Task brief -
Lift out all lines below that contain "Nodes".

Saved entries -
____

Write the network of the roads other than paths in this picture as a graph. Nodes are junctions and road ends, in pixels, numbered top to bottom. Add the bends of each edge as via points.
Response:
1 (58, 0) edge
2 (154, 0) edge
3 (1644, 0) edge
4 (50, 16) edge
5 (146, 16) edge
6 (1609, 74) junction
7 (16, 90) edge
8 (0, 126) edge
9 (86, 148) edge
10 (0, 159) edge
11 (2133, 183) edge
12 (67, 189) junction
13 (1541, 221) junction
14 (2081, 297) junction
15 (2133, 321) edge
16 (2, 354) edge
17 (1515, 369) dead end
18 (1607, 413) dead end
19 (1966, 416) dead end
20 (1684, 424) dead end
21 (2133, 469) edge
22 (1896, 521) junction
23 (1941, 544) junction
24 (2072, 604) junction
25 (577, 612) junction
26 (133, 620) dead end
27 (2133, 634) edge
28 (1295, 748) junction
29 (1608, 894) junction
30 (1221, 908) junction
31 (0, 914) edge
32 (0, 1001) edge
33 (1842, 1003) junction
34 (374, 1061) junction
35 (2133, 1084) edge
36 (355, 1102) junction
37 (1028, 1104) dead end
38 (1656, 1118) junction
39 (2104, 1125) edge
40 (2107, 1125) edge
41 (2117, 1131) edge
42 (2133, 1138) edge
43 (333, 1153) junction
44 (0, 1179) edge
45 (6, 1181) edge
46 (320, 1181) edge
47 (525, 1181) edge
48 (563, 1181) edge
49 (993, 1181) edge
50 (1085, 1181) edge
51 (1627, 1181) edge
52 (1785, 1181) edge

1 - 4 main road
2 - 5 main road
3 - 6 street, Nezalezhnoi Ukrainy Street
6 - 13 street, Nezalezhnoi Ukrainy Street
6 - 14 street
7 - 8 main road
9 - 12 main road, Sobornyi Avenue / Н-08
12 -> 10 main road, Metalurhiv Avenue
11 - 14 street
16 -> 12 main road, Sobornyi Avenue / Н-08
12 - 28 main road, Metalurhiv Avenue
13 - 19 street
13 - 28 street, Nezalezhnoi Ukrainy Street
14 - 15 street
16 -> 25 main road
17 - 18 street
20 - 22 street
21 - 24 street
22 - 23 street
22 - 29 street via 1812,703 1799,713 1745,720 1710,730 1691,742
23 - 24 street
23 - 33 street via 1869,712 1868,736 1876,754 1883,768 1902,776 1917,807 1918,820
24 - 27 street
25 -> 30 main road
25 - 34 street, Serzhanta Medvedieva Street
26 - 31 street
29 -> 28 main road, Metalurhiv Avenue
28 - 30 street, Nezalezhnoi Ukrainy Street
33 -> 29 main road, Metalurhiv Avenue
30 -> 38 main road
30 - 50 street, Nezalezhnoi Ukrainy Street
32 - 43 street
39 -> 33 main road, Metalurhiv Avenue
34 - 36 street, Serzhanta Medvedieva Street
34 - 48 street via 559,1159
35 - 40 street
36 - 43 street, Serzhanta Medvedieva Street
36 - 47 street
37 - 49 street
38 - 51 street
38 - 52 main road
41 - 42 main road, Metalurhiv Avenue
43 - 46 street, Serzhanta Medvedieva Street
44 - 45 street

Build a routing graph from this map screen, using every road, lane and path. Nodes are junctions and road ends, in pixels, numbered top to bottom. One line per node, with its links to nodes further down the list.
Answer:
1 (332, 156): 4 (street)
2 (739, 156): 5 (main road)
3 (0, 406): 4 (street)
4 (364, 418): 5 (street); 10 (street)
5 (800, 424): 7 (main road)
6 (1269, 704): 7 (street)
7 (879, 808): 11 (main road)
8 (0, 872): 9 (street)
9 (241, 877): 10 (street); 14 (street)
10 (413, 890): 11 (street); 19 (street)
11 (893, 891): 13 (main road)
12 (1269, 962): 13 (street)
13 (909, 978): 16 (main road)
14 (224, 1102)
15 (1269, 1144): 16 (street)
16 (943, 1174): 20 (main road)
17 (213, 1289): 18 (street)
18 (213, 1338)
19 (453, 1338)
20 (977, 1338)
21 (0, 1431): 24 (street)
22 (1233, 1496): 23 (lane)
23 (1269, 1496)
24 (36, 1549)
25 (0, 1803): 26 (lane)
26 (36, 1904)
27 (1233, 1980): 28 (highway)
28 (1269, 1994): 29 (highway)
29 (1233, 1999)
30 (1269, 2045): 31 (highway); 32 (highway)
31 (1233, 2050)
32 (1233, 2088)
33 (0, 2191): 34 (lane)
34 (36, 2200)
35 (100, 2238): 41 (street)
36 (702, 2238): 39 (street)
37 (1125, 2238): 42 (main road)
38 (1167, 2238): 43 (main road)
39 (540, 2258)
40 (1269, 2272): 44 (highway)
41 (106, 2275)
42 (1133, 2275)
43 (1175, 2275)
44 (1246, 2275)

____

Task answer -
Write the network of the roads other than paths in this picture as a graph. Nodes are junctions and road ends, in pixels, numbered top to bottom. Add the bends of each edge as via points.
Build a routing graph from this map screen, using every road, lane and path. Nodes are junctions and road ends, in pixels, numbered top to bottom. One line per node, with its links to nodes further down the list.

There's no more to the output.